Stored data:
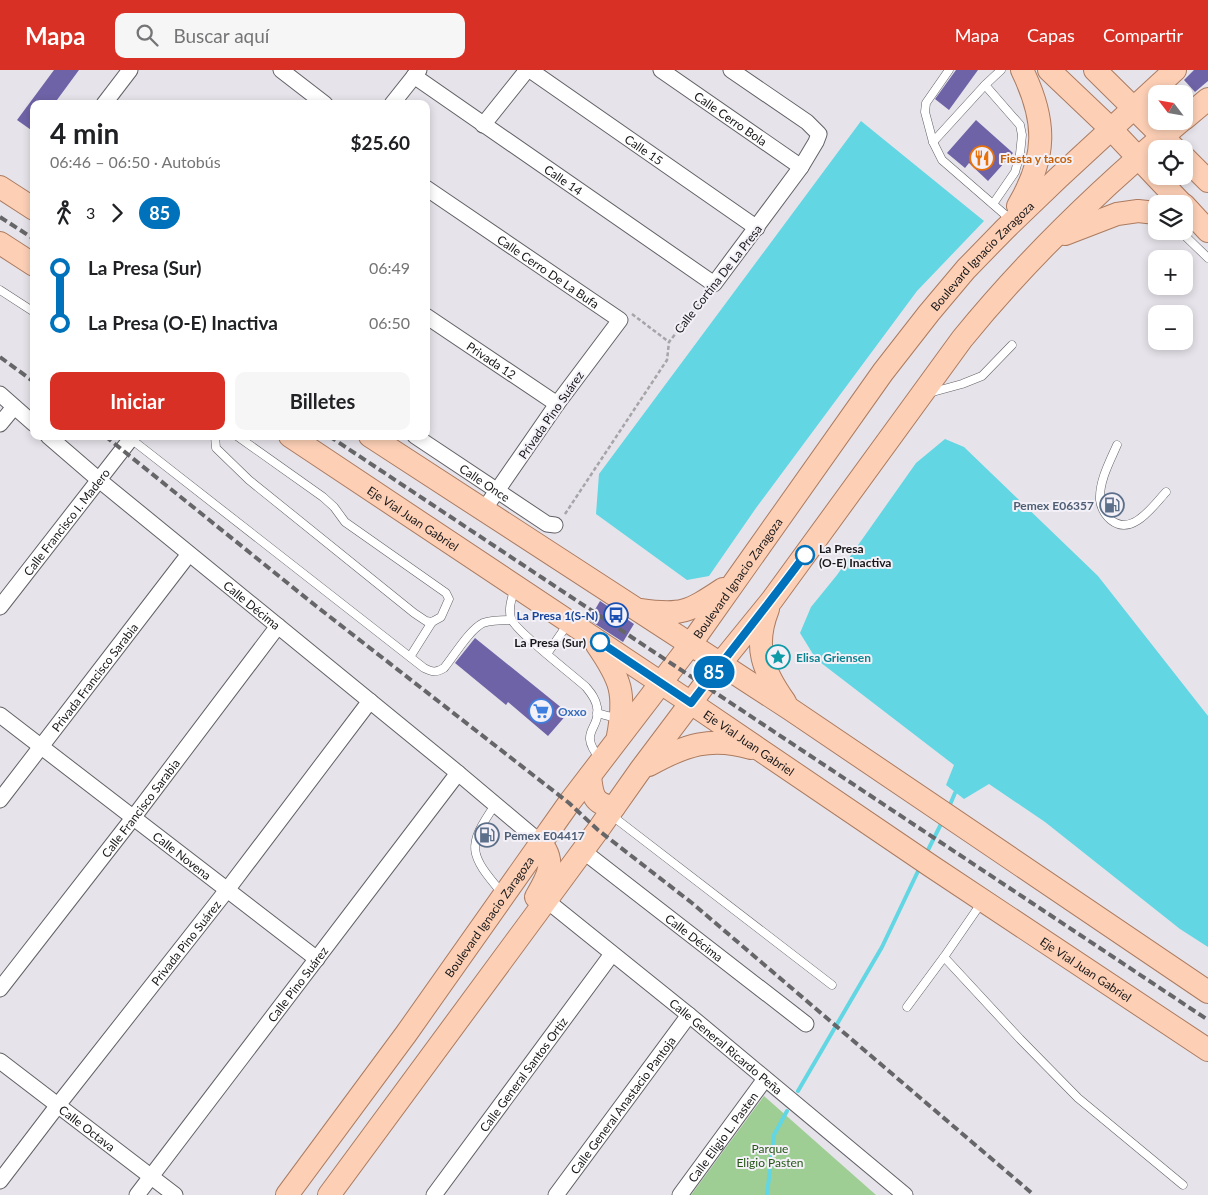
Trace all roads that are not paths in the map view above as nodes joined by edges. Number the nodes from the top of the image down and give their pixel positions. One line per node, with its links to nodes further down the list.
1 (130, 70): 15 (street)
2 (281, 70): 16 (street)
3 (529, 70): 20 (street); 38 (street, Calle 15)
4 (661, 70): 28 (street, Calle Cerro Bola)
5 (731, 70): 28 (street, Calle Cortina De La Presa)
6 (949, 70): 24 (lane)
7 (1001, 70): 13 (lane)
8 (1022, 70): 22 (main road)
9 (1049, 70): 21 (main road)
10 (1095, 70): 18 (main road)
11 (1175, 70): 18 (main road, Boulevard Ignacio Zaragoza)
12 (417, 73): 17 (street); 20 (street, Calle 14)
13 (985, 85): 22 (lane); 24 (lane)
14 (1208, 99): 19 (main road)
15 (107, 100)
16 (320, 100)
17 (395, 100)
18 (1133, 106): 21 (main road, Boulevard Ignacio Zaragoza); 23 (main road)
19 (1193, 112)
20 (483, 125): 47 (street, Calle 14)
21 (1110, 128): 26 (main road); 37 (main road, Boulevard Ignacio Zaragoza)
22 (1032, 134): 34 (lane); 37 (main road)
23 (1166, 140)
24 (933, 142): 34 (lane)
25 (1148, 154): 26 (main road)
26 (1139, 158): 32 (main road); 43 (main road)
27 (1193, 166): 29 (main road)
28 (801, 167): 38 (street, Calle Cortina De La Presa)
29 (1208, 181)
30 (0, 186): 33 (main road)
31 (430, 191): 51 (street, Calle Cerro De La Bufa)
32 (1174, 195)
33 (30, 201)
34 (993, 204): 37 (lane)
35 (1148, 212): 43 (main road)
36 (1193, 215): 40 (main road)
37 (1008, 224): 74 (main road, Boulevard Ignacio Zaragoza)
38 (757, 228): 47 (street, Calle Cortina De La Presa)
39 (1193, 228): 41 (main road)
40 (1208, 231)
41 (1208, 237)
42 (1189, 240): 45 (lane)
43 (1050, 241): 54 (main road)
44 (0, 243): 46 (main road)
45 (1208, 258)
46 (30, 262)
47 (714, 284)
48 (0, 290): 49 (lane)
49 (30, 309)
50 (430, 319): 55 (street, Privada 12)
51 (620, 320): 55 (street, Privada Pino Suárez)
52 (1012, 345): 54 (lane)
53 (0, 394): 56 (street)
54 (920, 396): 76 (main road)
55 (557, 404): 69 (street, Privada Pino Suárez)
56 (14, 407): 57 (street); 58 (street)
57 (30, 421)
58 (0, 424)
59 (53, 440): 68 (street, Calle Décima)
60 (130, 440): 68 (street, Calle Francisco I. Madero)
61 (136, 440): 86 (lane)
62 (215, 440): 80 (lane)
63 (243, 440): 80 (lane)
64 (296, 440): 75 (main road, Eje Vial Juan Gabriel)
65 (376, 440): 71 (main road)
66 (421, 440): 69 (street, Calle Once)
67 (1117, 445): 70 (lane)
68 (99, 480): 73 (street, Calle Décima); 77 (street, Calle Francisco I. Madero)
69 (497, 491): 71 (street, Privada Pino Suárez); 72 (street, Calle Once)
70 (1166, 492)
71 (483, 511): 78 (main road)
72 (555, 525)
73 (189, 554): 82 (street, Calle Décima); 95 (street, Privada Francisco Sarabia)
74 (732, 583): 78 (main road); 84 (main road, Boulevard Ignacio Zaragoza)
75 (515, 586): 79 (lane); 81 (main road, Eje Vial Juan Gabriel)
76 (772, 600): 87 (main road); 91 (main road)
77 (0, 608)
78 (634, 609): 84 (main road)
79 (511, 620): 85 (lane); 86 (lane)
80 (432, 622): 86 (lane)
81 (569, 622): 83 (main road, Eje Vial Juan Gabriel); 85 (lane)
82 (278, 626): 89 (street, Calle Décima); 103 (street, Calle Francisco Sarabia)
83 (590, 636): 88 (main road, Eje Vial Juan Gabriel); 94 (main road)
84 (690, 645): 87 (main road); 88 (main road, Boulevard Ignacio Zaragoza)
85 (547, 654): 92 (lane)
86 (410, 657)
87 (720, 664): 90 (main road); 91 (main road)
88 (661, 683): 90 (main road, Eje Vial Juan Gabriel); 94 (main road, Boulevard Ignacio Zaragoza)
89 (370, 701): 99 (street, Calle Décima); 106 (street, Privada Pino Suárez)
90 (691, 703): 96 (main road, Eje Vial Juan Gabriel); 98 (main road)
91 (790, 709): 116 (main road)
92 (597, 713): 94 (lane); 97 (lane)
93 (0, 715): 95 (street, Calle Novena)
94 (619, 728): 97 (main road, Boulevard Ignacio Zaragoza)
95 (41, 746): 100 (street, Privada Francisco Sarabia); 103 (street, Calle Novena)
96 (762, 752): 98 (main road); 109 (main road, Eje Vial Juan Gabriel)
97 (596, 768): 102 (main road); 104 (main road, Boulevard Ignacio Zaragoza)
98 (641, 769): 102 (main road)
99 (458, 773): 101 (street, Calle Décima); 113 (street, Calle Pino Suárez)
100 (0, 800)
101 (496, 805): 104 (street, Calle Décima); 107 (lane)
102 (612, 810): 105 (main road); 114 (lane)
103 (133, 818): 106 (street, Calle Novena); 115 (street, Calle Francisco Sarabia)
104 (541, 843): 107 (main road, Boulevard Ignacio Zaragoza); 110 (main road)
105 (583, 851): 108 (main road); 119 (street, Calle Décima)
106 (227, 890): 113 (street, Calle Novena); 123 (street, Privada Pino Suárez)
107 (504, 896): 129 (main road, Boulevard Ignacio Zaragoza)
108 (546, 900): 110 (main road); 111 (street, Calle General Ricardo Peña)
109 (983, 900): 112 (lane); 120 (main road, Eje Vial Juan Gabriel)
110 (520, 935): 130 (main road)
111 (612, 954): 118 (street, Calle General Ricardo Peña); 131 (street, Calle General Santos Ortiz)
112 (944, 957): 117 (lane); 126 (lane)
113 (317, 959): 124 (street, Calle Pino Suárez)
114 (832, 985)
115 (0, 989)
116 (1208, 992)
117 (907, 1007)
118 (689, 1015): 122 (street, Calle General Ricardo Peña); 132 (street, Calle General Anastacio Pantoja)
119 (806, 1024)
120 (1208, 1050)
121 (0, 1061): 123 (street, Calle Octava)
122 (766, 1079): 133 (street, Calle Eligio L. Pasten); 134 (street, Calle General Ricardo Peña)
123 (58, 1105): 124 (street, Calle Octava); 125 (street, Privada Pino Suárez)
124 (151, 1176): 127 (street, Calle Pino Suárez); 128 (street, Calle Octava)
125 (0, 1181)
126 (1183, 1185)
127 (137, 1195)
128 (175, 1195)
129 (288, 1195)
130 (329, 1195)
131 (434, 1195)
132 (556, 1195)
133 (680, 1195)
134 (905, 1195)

TASK INSTRUCTIONS
The output is the records exactly as they read, with no pictures in it.

TASK SOLUTION
Trace all roads that are not paths in the map view above as nodes joined by edges. Number the nodes from the top of the image down and give their pixel positions. One line per node, with its links to nodes further down the list.
1 (130, 70): 15 (street)
2 (281, 70): 16 (street)
3 (529, 70): 20 (street); 38 (street, Calle 15)
4 (661, 70): 28 (street, Calle Cerro Bola)
5 (731, 70): 28 (street, Calle Cortina De La Presa)
6 (949, 70): 24 (lane)
7 (1001, 70): 13 (lane)
8 (1022, 70): 22 (main road)
9 (1049, 70): 21 (main road)
10 (1095, 70): 18 (main road)
11 (1175, 70): 18 (main road, Boulevard Ignacio Zaragoza)
12 (417, 73): 17 (street); 20 (street, Calle 14)
13 (985, 85): 22 (lane); 24 (lane)
14 (1208, 99): 19 (main road)
15 (107, 100)
16 (320, 100)
17 (395, 100)
18 (1133, 106): 21 (main road, Boulevard Ignacio Zaragoza); 23 (main road)
19 (1193, 112)
20 (483, 125): 47 (street, Calle 14)
21 (1110, 128): 26 (main road); 37 (main road, Boulevard Ignacio Zaragoza)
22 (1032, 134): 34 (lane); 37 (main road)
23 (1166, 140)
24 (933, 142): 34 (lane)
25 (1148, 154): 26 (main road)
26 (1139, 158): 32 (main road); 43 (main road)
27 (1193, 166): 29 (main road)
28 (801, 167): 38 (street, Calle Cortina De La Presa)
29 (1208, 181)
30 (0, 186): 33 (main road)
31 (430, 191): 51 (street, Calle Cerro De La Bufa)
32 (1174, 195)
33 (30, 201)
34 (993, 204): 37 (lane)
35 (1148, 212): 43 (main road)
36 (1193, 215): 40 (main road)
37 (1008, 224): 74 (main road, Boulevard Ignacio Zaragoza)
38 (757, 228): 47 (street, Calle Cortina De La Presa)
39 (1193, 228): 41 (main road)
40 (1208, 231)
41 (1208, 237)
42 (1189, 240): 45 (lane)
43 (1050, 241): 54 (main road)
44 (0, 243): 46 (main road)
45 (1208, 258)
46 (30, 262)
47 (714, 284)
48 (0, 290): 49 (lane)
49 (30, 309)
50 (430, 319): 55 (street, Privada 12)
51 (620, 320): 55 (street, Privada Pino Suárez)
52 (1012, 345): 54 (lane)
53 (0, 394): 56 (street)
54 (920, 396): 76 (main road)
55 (557, 404): 69 (street, Privada Pino Suárez)
56 (14, 407): 57 (street); 58 (street)
57 (30, 421)
58 (0, 424)
59 (53, 440): 68 (street, Calle Décima)
60 (130, 440): 68 (street, Calle Francisco I. Madero)
61 (136, 440): 86 (lane)
62 (215, 440): 80 (lane)
63 (243, 440): 80 (lane)
64 (296, 440): 75 (main road, Eje Vial Juan Gabriel)
65 (376, 440): 71 (main road)
66 (421, 440): 69 (street, Calle Once)
67 (1117, 445): 70 (lane)
68 (99, 480): 73 (street, Calle Décima); 77 (street, Calle Francisco I. Madero)
69 (497, 491): 71 (street, Privada Pino Suárez); 72 (street, Calle Once)
70 (1166, 492)
71 (483, 511): 78 (main road)
72 (555, 525)
73 (189, 554): 82 (street, Calle Décima); 95 (street, Privada Francisco Sarabia)
74 (732, 583): 78 (main road); 84 (main road, Boulevard Ignacio Zaragoza)
75 (515, 586): 79 (lane); 81 (main road, Eje Vial Juan Gabriel)
76 (772, 600): 87 (main road); 91 (main road)
77 (0, 608)
78 (634, 609): 84 (main road)
79 (511, 620): 85 (lane); 86 (lane)
80 (432, 622): 86 (lane)
81 (569, 622): 83 (main road, Eje Vial Juan Gabriel); 85 (lane)
82 (278, 626): 89 (street, Calle Décima); 103 (street, Calle Francisco Sarabia)
83 (590, 636): 88 (main road, Eje Vial Juan Gabriel); 94 (main road)
84 (690, 645): 87 (main road); 88 (main road, Boulevard Ignacio Zaragoza)
85 (547, 654): 92 (lane)
86 (410, 657)
87 (720, 664): 90 (main road); 91 (main road)
88 (661, 683): 90 (main road, Eje Vial Juan Gabriel); 94 (main road, Boulevard Ignacio Zaragoza)
89 (370, 701): 99 (street, Calle Décima); 106 (street, Privada Pino Suárez)
90 (691, 703): 96 (main road, Eje Vial Juan Gabriel); 98 (main road)
91 (790, 709): 116 (main road)
92 (597, 713): 94 (lane); 97 (lane)
93 (0, 715): 95 (street, Calle Novena)
94 (619, 728): 97 (main road, Boulevard Ignacio Zaragoza)
95 (41, 746): 100 (street, Privada Francisco Sarabia); 103 (street, Calle Novena)
96 (762, 752): 98 (main road); 109 (main road, Eje Vial Juan Gabriel)
97 (596, 768): 102 (main road); 104 (main road, Boulevard Ignacio Zaragoza)
98 (641, 769): 102 (main road)
99 (458, 773): 101 (street, Calle Décima); 113 (street, Calle Pino Suárez)
100 (0, 800)
101 (496, 805): 104 (street, Calle Décima); 107 (lane)
102 (612, 810): 105 (main road); 114 (lane)
103 (133, 818): 106 (street, Calle Novena); 115 (street, Calle Francisco Sarabia)
104 (541, 843): 107 (main road, Boulevard Ignacio Zaragoza); 110 (main road)
105 (583, 851): 108 (main road); 119 (street, Calle Décima)
106 (227, 890): 113 (street, Calle Novena); 123 (street, Privada Pino Suárez)
107 (504, 896): 129 (main road, Boulevard Ignacio Zaragoza)
108 (546, 900): 110 (main road); 111 (street, Calle General Ricardo Peña)
109 (983, 900): 112 (lane); 120 (main road, Eje Vial Juan Gabriel)
110 (520, 935): 130 (main road)
111 (612, 954): 118 (street, Calle General Ricardo Peña); 131 (street, Calle General Santos Ortiz)
112 (944, 957): 117 (lane); 126 (lane)
113 (317, 959): 124 (street, Calle Pino Suárez)
114 (832, 985)
115 (0, 989)
116 (1208, 992)
117 (907, 1007)
118 (689, 1015): 122 (street, Calle General Ricardo Peña); 132 (street, Calle General Anastacio Pantoja)
119 (806, 1024)
120 (1208, 1050)
121 (0, 1061): 123 (street, Calle Octava)
122 (766, 1079): 133 (street, Calle Eligio L. Pasten); 134 (street, Calle General Ricardo Peña)
123 (58, 1105): 124 (street, Calle Octava); 125 (street, Privada Pino Suárez)
124 (151, 1176): 127 (street, Calle Pino Suárez); 128 (street, Calle Octava)
125 (0, 1181)
126 (1183, 1185)
127 (137, 1195)
128 (175, 1195)
129 (288, 1195)
130 (329, 1195)
131 (434, 1195)
132 (556, 1195)
133 (680, 1195)
134 (905, 1195)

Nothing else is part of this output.